Ranking 21st overall as the fifth-best outfielder on the top 100 prospects list is kind of a big deal, but these two rankings are still incredibly low when considering the work that George Springer has put in for the Houston Astros‘ minor league system.
Springer is a little older (24) than most of the prospects that landed in front of him, but age should not have that much of an effect on a prospect’s ranking. It should depend on who is most likely to produce at the major league level. By that grade, Springer is second to very few.
Let’s compare him to some of the top-rated prospects in the game. Minnesota Twins‘ third base prospect Miguel Sano was referred to as one of the best raw power hitters in all of the minor leagues. In 439 at-bats between advanced-A and double-A ball, Sano hit .280 with 35 home runs and 103 RBIs.
Compare that to Springer, who split the season between double-A and triple-A, managing a .303 average with 37 home runs and 108 RBIs with only 50 more at-bats. Also factor in his 48 stolen bases to Sano’s 11.

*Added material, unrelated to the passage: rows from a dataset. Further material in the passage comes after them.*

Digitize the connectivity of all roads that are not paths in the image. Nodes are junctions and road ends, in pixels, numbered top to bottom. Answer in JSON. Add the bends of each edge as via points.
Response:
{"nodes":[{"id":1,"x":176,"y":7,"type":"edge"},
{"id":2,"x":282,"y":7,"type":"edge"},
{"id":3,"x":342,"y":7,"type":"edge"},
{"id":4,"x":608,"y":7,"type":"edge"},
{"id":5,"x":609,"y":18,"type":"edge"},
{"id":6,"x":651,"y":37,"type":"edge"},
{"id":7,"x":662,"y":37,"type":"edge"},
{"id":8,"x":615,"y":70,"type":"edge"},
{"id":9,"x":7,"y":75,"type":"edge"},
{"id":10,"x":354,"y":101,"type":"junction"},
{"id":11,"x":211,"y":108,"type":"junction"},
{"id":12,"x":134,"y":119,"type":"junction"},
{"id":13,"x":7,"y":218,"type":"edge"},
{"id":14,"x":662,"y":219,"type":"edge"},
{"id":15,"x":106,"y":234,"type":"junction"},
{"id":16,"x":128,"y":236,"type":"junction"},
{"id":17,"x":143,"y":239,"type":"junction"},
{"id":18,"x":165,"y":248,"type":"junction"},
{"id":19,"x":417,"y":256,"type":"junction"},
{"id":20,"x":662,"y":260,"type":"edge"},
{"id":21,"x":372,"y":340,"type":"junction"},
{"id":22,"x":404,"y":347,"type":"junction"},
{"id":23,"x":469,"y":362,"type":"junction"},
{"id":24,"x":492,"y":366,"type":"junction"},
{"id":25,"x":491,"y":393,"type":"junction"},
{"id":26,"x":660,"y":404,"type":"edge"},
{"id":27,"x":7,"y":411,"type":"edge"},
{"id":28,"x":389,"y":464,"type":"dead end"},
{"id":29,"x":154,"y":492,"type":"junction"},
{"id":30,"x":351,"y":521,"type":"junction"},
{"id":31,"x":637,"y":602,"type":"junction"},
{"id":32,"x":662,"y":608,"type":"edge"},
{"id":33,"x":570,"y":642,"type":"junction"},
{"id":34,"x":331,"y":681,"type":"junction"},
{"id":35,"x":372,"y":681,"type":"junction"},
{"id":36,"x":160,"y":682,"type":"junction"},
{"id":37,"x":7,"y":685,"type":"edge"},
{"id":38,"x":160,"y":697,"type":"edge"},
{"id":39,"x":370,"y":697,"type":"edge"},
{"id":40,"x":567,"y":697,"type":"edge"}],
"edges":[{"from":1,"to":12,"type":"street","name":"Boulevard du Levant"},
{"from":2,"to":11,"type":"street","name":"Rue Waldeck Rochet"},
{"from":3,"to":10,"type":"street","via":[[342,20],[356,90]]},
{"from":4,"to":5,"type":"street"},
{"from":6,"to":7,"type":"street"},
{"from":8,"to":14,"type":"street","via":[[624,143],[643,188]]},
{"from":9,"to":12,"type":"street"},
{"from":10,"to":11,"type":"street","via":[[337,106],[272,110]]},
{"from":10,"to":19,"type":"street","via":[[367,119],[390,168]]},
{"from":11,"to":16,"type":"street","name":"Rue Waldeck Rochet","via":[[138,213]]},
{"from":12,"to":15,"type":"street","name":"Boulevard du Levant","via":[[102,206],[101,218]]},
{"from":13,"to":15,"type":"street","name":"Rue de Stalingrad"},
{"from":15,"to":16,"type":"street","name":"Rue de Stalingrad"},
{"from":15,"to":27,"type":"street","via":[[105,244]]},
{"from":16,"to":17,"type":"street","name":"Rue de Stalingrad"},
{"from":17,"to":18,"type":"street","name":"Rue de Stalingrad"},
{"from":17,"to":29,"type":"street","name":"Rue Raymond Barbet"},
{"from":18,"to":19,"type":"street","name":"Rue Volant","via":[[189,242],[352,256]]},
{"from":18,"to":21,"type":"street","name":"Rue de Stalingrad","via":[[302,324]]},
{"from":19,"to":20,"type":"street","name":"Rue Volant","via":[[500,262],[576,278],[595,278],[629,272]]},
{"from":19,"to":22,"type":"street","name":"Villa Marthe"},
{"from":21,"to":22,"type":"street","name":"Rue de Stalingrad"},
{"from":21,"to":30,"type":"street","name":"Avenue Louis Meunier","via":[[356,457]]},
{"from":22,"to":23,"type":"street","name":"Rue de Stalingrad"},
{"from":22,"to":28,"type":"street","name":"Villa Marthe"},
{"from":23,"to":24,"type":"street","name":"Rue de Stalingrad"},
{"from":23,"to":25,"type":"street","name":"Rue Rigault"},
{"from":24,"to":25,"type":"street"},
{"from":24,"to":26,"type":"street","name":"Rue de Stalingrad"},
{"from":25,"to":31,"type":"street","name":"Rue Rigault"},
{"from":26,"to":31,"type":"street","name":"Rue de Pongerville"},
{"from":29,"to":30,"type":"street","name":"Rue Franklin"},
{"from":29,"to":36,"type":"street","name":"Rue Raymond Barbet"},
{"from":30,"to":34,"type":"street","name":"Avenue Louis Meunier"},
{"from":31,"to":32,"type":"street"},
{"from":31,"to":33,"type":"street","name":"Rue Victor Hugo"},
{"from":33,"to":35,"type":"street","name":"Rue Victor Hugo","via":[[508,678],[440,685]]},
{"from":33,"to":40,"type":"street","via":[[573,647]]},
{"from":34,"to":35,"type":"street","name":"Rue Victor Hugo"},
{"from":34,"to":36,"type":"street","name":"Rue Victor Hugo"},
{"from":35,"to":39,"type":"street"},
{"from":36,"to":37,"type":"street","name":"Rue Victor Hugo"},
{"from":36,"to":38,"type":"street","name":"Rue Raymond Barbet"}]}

Then there’s another Twins prospect, Byron Buxton, the no. one overall prospect in the league. Buxton split time between single-A and advanced-A, putting together a .334 average with 12 home runs and 77 RBIs in 488 at bats while adding 55 steals. The Astros passed over Buxton to draft Carlos Correa first overall in 2012. That’s because the Astros had Springer and didn’t need Buxton.
Again, those two Twins’ prospects are younger and have more time to develop, but when it comes to five tools that are already developed and ready for the majors, no one is better than Springer. If the main criteria of evaluation of a prospect was who could most directly impact their MLB club as soon as possible, Springer would be no. 1.